Discussion in 'Band Management [BG]' started by Bassist4Eris, Dec 4, 2012.


  1. Bassist4Eris

    Bassist4Eris Non Serviam Supporting Member

    Joined:
    Aug 11, 2012
    Location:
    Scotia NY
    The idea behind this thread is a place where we can discuss the difficulties of the financial part of playing originals, and share some strategies. It is expressly NOT intended as a place for a flame war between originals and covers guys, please and thank you. :)

    Some relevant background info: I am based out of the Albany, NY area. Albany is not NYC, nor is it a tiny town in the middle of nowhere: it's a small-to-medium sized city. I am 39. In my main band, the guitarist is 29 and the drummer is 54. So we are not kids just starting out. Both of the other guys make at least part of their living through music. I currently do not, but have in the past.

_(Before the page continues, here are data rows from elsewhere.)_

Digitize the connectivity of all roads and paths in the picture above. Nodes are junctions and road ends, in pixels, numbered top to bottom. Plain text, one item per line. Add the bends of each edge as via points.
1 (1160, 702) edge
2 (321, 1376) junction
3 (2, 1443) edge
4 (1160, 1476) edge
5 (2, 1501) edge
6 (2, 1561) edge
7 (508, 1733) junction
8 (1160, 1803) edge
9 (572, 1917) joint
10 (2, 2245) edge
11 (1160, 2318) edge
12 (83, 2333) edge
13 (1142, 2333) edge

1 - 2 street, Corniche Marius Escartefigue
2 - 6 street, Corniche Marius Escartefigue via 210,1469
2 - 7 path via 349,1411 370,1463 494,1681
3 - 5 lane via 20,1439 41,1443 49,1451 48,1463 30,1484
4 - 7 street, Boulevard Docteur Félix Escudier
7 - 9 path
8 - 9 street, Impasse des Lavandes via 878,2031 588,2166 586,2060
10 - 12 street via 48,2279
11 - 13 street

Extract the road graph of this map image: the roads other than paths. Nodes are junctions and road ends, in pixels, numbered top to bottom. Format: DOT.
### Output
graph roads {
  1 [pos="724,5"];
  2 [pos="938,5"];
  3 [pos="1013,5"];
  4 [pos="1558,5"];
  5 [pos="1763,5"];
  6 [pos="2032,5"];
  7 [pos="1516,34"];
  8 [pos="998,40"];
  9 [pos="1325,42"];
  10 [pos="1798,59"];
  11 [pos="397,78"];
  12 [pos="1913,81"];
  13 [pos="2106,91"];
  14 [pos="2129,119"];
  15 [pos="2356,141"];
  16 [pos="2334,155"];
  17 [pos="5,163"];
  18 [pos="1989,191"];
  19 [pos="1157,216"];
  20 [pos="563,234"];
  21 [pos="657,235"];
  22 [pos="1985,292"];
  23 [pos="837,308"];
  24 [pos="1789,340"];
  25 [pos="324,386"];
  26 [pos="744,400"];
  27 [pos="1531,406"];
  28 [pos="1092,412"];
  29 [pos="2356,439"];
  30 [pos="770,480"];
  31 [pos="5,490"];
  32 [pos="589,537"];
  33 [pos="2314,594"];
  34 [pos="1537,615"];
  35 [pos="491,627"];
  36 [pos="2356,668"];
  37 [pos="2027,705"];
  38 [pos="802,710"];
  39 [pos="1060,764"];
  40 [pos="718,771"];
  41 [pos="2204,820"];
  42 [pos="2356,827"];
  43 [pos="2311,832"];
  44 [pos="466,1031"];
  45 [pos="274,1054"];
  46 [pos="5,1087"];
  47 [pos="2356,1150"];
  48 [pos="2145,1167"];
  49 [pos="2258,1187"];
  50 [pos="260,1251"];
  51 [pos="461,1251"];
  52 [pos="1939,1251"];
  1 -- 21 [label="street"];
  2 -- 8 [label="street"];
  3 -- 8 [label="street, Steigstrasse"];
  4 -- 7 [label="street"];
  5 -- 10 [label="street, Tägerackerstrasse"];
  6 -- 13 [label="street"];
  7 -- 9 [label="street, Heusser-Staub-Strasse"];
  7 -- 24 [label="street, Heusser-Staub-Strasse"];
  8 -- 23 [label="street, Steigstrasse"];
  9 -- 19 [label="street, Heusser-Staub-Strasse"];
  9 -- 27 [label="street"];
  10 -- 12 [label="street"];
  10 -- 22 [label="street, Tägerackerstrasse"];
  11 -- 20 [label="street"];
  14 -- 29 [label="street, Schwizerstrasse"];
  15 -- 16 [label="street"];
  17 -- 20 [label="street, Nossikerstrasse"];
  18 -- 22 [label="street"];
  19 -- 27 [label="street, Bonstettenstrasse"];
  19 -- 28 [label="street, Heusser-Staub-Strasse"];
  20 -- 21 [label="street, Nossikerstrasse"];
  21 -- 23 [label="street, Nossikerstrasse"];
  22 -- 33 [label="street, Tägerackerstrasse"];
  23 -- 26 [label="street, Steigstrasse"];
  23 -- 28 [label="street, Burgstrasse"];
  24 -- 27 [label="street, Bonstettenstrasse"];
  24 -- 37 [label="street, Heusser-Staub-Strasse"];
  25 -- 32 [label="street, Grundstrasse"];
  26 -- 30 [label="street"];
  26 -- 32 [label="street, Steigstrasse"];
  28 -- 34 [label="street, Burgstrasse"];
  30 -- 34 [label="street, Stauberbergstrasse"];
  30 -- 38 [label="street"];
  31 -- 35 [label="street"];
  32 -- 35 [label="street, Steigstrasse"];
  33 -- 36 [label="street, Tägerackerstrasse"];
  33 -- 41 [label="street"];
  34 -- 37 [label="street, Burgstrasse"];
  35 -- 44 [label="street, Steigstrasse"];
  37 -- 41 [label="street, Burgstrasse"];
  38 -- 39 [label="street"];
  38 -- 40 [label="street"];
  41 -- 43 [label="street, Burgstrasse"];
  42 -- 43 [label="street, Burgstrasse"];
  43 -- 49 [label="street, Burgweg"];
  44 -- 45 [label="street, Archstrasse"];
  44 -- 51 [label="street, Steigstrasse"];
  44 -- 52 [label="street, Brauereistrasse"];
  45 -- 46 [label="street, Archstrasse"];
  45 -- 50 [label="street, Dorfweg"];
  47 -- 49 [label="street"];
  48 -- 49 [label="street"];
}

    Writing original music is the primary factor that got me into playing, and the one closest to my heart. To give up originals entirely would take a significant amount of the joy out of it. The other guys feel that way too.

    But here's the math. When I was last in a cover band, I got paid $100 to play four hours. In my originals band, I would guess I average about $25 to play for an hour. The pay is a lot less consistent, sometimes much higher, sometimes, frankly, non-existent. But on average, about the same hourly rate, right? Not so fast. Every originals band wants to record. I've never been in a band that so much as broke even on the recording part. It's just a freakin' money pit!

    So, I'm currently in two originals projects, both have CDs in the works, and I recently got an offer to join a third. I have the time (not married, no kids), but the shocking realization I came to was, I actually can't AFFORD to join another originals band!

    I also got an offer to join a reggae covers band. It's an upstart, but the players are not. The drummer (also in my originals band) was the drummer for two successful reggae bands for the past 10 years. The guitarist is a well-established blues guy looking to do something a little different. This is an offer I'm taking seriously. I don't expect to make the money that the Jenny 867-5309 guys do, but I've made clear that I need at least $75 per show, and would prefer $100 or more. The others are 100% on the same page. My only fear is that it may take too much time away from the originals projects.

    I swear I still don't care about the money. But I need to offset the costs of playing originals somehow. It's also a little embarrassing that what for some people is a business, for me is an expensive hobby.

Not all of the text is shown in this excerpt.